О, голод — плохое дело! Голод затуманивает мозги, съеживает лоб, окорачивает взгляд. Гнев голода — никуда не годный судья.

Я сорвал ружье и зачем-то выстрелил в воздух, звук тут же потонул в сумерках и сырости, будто его там проглотили.

Шел я долго, скользил и вел счет пропущенным ранее, но почему-то вдруг припомнившимся аксаковским семейным грехам, грехам райского поместья под Челяевской горой, где соловьи пели так громко, что их разгоняли палками, чтобы могла уснуть молодая барыня, а сам Сергей Тимофеевич, описывая мир в имении деда, выделял кучки дворовых, толпу крестьян и крестьянок и стоящих огромной толпой в стороне «мордвов обоего пола». С какой любовью описал он рыб — от цвета плавников до аппетита их, с каким они идут на ту или иную приманку, и птиц — от кончиков хвостов до клювиков, самцов и самочек отдельно, да так, что закрывай глаза и увидишь их, а для толпы мордвов нашел одну примету — «обоего пола…»

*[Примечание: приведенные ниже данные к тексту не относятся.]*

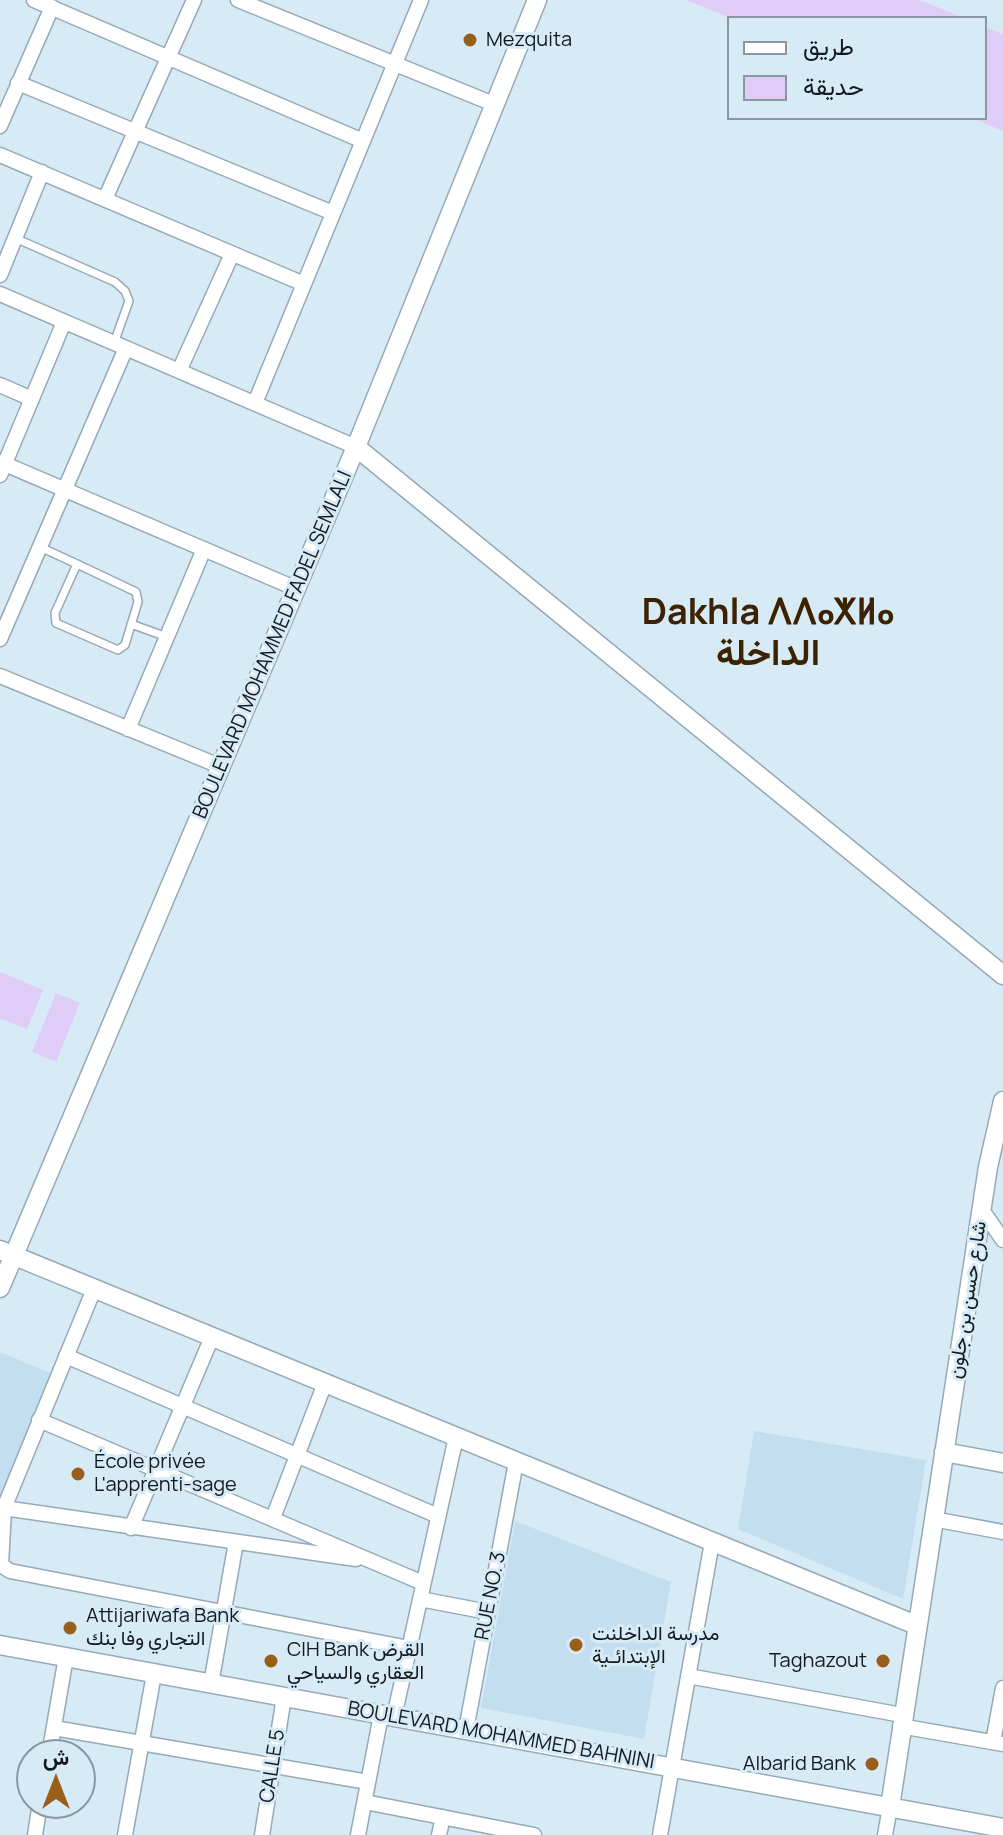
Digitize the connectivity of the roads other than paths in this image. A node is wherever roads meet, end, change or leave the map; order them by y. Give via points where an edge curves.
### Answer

Я тащился по грязи растерзанной дорогой и не падал только чудом, поддерживаемый гневом голода. Хорошо ему было ходить по степям, по озерам, речкам, уремам!.. Где-то война с Наполеоном, где-то ощетинившаяся штыками Сенатская площадь, каторжный Сибирский тракт, а он, Сергей Тимофеевич, предвкушая удовольствия, пылит сюда, в Аксакове, в бричке, запряженной парой резвых савров, чтобы тут же, забыв обо всем на свете, забрать ружье и… Полная сумка хлеба, да еще сзади слуга несет. Хотя нет… Слуга ведет лошадь, а хлеб в бричке. Походит, хлеб пожует, попишет. Утки, гуси, дупеля, рыба… Ему бы как мне, вот этой дорогой, на пустой желудок. А то пруд под усадьбой. Весной оторвался от кофия, на столе хлеб с медом, — и в окошко по уткам ба-бах!!!